So I have started to look around existing bug list and work on it. At first I thought that it is highly difficult task: to extract simple reproducible code from problematic sources, and of course, to fix bugs. Turned out that it is not that difficult.
Actually, it is very easy to find MWF bugs. If you run your MWF program, it will immediately show you some problems. What I don't want you to do at this stage is just to report it as is. We kinda know that your code does not work on Mono. It's almost not a bug report. Please try to create good bug report. Here I want to share my ideas on how you can try creating good MWF bug reports and bugfixes.
(Dis)claimer: I'm far from Windows.Forms fanboy. Don't hit me.
the background
Mono's Windows Forms implementation is WndProc based, which is implemented on top of XplatUI framework. For drawing we have Theme engine which is implemented on top of System.Drawing which uses libgdiplus on non-Windows and simply GDI+ on Windows.
Thanks to this architecture, if you have both Windows and Linux (and OSX) boxes, you can try them and see if all of them fail or not. In general we have XplatUI implementation and Theme implementation for each environment (XplatUIWin32, XplatUIX11, XplatUIOSX and ThemeClearLooks, ThemeGtk, ThemeNice, ThemeWin32Classic), so the bug you are tring to dig might be bugs in there (well, also note that if you have wrong code such as Windows-path dependent code, it won't work. Here I continue winforms-related topic). To find out the culprit layer:
- If only non-Windows box fail, then it might be bugs in libgdiplus or Cairo as its background. If Only OSX fail, then it is likely to be some architecture (big endian etc.) related bug.
- Otherwise it is likely to be misimplementation of our class libraries including MWF controls. System.ComponentModel and System.*Design classes are also likely to be culprit.
See our WinForms page for more backgrounds.
find the culprit
The first stage is to find out the problematic component.
- We fix several bugs everyday. So always try the latest mono, mcs and libgdiplus from svn. Trying MWF on stable releases (1.1.13.x) is almost helpless. The code is rapidly improved by the MWF team.
- Compile your code with -debug option. It will result in more informative stack trace (file and line).
- Check existing bugs. When you hit a problem, there would be the same or similar problem.
- Reproducible bugs are much better than non-reproducible bugs. Try to find a consistent way to reproduce the bug. On bug report, having the procedure is much more helpful. It is also nice if you can provide reproducible steps for existing bug reports that do not have repro steps.
- Try simpler controls for whatever you found bugs as well. For example, if ComboBox focus does not work, there is likely another bug on focus handling.
- sometimes trying indifferent controls also helps. It might not be a bug in the exact control you are touching, but might be a bug in the container, MDI, Form or drawing in general.

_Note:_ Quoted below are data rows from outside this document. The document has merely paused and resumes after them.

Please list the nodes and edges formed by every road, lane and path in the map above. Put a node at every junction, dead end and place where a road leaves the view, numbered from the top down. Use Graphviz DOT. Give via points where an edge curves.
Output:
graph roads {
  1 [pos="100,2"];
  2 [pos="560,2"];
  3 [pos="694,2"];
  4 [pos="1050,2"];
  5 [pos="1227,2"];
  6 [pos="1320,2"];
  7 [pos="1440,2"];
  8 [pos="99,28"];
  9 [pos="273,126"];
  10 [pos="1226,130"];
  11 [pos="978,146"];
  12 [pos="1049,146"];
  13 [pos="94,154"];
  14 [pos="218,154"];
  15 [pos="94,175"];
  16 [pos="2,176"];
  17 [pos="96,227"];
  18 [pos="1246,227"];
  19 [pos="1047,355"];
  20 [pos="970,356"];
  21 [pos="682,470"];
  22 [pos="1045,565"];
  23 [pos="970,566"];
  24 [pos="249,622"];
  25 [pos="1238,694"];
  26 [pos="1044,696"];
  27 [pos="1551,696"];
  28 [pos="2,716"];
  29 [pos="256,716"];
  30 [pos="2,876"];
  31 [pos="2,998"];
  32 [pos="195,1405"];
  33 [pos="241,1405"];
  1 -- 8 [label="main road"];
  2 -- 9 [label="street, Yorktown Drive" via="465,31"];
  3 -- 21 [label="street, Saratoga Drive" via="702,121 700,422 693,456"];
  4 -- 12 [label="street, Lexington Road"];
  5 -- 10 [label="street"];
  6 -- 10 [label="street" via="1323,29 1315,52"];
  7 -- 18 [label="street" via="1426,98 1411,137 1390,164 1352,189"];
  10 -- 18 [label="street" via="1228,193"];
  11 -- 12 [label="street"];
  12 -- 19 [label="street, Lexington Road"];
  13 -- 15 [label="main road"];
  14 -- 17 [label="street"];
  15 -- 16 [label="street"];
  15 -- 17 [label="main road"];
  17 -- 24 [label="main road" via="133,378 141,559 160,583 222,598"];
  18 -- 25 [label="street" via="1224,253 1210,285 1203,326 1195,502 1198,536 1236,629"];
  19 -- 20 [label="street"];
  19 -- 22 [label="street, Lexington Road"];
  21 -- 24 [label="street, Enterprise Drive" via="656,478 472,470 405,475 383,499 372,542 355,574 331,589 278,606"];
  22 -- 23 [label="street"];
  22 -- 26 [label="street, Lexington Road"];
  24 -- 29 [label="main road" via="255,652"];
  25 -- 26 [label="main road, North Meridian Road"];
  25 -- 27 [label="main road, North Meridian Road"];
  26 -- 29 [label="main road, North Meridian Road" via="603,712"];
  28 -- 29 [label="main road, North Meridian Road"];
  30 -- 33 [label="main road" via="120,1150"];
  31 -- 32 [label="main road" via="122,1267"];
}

create a simple repro code
Once you think you found the culprit control, try to create a simpler reproducible code. It does not only help debugging (those bugs without "readable" code are not likely be fixed soon), but also avoids your mistaken assumption on bugs.
When you try to create simple repro code, you can reuse existing simple code collection.
If you are not accustomed to non-VS.NET coding, Here is my example code:
using System;
using System.Windows.Forms;
public class Test : Form
{
public static void Main ()
{
Application.Run (new Test ());
}
public Test ()
{
#region You can just replace here.
ComboBox cb = new ComboBox ();
cb.DropDownStyle = ComboBoxStyle.DropDownList;
cb.DataSource = new string [] {"A", "B1", "B2",
"C", "D", "D", "Z", "T1", "B3", "\u3042\u3044"};
Controls.Add (cb);
#region
}
}
Compile it with mcs -pkg:dotnet blah.cs.
bugfixing
After you create good bug reports (also note that we have a general explanation on it), it wouldn't be that difficult to even fix the bug :-) Actually we receive a lot of bug reports, while we have relatively few bugfixors.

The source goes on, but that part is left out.